On 01/22/2016 01:09 AM, Davidlohr Bueso wrote:
On Thu, 21 Jan 2016, Waiman Long wrote:
On 01/21/2016 04:29 AM, Ding Tianhong wrote:
I got the vmcore and found that the ifconfig is already in the
wait_list of the
rtnl_lock for 120 second, but my process could get and release the
rtnl_lock
normally several times in one second, so it means that my process
jump the
queue and the ifconfig couldn't get the rtnl all the time, I check
the mutex lock
slow path and found that the mutex may spin on owner ignore whether
the wait list
is empty, it will cause the task in the wait list always be cut in
line, so add
test for wait list in the mutex_can_spin_on_owner and avoid this
problem.
So this has been somewhat always known, at least in theory, until now.
It's the cost
of spinning without going through the wait-queue, unlike other locks.
[...]
From: Waiman Long <waiman.l...@hpe.com>
Date: Thu, 21 Jan 2016 17:53:14 -0500
Subject: [PATCH] locking/mutex: Enable optimistic spinning of woken
task in wait list
Ding Tianhong reported a live-lock situation where a constant stream
of incoming optimistic spinners blocked a task in the wait list from
getting the mutex.
This patch attempts to fix this live-lock condition by enabling the
a woken task in the wait list to enter optimistic spinning loop itself
with precedence over the ones in the OSQ. This should prevent the
live-lock
condition from happening.
And one of the reasons why we never bothered 'fixing' things was the
additional
branching out in the slowpath (and lack of real issue, although this
one being so
damn pathological).

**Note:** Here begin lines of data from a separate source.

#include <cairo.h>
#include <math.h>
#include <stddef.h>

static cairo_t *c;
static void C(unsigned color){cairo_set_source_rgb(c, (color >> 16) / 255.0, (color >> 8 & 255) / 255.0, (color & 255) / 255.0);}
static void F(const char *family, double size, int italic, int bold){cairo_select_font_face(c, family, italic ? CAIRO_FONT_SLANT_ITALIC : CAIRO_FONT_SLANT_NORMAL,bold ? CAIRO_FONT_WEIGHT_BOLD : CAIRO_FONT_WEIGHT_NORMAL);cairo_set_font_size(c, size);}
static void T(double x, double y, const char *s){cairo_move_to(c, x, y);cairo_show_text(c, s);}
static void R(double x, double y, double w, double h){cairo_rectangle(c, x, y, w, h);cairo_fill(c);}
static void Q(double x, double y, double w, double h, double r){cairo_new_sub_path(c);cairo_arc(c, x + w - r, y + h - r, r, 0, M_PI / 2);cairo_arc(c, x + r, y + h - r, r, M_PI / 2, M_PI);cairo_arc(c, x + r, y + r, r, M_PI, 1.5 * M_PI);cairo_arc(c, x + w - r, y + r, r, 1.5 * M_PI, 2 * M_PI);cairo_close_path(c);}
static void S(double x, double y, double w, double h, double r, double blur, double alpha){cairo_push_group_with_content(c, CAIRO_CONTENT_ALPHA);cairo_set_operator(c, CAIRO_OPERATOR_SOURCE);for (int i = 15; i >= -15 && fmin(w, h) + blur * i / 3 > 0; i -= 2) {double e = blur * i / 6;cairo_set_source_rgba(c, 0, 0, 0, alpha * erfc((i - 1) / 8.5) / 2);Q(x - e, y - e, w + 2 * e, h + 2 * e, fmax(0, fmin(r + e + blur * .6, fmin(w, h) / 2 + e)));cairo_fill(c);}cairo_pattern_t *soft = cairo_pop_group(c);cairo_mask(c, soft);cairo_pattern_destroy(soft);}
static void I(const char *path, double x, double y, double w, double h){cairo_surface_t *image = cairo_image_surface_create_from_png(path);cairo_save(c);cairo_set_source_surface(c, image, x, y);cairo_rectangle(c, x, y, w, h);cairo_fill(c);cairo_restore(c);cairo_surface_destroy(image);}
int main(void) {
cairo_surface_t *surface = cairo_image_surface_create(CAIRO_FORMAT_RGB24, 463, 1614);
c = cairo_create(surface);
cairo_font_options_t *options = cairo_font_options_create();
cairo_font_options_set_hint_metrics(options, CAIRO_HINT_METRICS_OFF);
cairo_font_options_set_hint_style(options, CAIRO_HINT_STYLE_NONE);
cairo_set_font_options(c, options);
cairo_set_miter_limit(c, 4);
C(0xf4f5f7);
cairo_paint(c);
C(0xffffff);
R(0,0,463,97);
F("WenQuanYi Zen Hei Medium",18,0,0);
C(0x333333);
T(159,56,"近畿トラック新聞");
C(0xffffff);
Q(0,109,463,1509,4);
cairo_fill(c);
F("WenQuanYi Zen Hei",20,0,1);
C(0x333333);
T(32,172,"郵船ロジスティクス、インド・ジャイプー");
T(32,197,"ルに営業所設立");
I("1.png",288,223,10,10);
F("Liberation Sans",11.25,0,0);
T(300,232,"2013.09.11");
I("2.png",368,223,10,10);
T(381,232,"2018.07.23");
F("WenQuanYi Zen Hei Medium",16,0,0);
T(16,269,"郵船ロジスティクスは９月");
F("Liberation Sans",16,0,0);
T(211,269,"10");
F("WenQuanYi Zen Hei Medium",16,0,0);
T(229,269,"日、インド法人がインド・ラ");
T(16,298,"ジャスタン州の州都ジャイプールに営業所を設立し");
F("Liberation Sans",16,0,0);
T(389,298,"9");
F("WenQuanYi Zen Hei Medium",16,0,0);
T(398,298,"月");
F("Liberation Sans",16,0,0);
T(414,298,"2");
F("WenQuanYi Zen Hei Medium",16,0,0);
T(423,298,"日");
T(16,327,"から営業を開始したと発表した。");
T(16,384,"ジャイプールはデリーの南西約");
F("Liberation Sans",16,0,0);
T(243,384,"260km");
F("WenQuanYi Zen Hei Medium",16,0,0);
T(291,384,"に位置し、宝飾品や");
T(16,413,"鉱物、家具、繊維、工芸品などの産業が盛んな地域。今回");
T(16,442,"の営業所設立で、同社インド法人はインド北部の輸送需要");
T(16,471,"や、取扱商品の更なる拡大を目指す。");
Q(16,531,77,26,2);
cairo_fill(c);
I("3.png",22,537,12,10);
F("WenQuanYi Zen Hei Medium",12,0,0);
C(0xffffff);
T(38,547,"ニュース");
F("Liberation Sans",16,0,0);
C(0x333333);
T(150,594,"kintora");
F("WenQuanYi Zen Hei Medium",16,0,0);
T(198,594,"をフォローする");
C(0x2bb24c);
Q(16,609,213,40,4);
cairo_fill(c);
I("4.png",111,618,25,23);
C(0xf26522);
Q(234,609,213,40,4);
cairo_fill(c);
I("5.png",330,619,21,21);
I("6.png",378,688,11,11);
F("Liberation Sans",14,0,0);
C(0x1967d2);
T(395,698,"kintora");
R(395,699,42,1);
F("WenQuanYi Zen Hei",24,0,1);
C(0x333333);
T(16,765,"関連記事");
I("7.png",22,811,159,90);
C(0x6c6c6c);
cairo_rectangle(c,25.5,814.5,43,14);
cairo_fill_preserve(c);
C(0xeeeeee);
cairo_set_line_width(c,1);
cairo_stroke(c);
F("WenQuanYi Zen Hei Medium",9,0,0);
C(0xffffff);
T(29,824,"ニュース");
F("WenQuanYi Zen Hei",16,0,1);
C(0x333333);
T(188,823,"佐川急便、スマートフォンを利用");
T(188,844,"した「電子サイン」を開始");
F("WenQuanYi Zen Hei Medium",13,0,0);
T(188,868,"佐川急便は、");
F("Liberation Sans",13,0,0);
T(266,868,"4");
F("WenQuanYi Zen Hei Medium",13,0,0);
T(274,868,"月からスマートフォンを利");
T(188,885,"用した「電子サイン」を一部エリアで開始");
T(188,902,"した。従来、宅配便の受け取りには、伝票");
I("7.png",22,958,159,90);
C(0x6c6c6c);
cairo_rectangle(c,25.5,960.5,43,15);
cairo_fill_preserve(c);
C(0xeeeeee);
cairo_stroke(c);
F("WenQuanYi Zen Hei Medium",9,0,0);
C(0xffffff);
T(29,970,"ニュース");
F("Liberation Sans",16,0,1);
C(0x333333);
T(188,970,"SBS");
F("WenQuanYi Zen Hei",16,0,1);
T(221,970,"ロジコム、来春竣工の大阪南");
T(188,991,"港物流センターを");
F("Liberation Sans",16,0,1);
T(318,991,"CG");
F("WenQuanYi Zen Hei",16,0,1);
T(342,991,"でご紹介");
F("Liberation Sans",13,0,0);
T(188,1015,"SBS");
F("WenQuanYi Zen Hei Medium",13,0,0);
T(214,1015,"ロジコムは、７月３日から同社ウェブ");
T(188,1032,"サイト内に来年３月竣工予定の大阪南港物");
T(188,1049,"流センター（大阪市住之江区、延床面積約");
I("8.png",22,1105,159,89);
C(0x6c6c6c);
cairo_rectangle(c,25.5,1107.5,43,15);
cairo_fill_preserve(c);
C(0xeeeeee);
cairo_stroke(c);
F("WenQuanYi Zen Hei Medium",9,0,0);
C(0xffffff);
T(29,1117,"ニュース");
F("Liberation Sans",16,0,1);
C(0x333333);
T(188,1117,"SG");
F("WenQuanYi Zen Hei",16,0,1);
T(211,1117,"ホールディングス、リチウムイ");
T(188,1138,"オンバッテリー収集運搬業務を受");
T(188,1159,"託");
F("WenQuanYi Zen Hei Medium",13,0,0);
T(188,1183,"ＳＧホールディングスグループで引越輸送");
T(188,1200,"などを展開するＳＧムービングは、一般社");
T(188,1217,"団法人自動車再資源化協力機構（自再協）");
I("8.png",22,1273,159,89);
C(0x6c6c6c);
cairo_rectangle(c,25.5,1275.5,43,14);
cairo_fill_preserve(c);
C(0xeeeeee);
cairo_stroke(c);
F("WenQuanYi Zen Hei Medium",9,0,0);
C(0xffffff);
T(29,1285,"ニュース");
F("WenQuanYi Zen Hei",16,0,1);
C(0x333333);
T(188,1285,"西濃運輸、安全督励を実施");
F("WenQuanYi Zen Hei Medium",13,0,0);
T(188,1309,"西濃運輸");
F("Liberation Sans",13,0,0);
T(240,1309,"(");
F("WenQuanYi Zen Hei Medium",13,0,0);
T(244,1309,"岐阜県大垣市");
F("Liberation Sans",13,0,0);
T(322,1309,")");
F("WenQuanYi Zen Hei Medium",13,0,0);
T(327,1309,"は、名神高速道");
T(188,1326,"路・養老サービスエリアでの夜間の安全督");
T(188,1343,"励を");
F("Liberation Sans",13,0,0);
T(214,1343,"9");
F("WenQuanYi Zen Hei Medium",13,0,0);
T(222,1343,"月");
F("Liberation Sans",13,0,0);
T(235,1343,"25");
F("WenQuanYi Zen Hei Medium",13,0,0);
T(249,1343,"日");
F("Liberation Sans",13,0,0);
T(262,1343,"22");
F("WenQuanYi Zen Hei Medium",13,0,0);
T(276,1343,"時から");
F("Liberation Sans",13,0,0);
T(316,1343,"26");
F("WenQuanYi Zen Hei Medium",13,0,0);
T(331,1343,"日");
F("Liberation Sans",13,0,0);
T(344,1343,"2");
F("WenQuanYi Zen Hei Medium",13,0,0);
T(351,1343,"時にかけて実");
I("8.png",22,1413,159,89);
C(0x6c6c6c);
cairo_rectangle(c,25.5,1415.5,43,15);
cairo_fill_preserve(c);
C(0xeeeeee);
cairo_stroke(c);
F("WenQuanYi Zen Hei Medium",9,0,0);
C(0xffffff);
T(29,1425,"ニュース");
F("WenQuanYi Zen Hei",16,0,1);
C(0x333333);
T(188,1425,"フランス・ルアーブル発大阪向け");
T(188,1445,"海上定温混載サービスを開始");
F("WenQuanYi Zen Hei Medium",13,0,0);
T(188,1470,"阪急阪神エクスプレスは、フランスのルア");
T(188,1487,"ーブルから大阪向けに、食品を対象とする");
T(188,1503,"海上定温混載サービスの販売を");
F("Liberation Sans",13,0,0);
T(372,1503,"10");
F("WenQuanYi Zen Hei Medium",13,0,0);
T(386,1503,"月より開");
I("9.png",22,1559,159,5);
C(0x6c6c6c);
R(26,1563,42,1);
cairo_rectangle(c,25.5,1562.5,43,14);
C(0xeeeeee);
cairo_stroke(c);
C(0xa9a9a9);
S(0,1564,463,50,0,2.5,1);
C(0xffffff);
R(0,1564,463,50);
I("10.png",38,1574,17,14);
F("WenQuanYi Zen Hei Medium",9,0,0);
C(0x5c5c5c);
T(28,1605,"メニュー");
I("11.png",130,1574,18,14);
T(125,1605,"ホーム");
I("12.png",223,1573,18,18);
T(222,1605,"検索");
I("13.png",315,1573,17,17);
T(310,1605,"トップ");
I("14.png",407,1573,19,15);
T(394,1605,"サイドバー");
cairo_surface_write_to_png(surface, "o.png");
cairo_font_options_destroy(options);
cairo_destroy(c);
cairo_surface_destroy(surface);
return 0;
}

I fear that your approach is one of those
scenarios where the
code ends up being bloated, albeit most of it is actually duplicated
and can be
refactored *sigh*. So now we'd spin, then sleep, then try spinning
then sleep again...
phew. Not to mention the performance implications, ie loosing the
benefits of osq
over waiter spinning in scenarios that would otherwise have more osq
spinners as
opposed to waiter spinners, or in setups where it is actually best to
block instead
of spinning.
The patch that I sent out is just a proof of concept to make sure that
it can fix that particular case. I do plan to refactor it if I decide to
go ahead with an official one. Unlike the OSQ, there can be no more than
one waiter spinner as the wakeup function is directed to only the first
task in the wait list and the spinning won't happen until the task is
first woken up. In the worst case scenario, there are only 2 spinners
spinning on the lock and the owner field, one from OSQ and one from the
wait list. That shouldn't put too much cacheline contention traffic to
the system.
Cheers,
Longman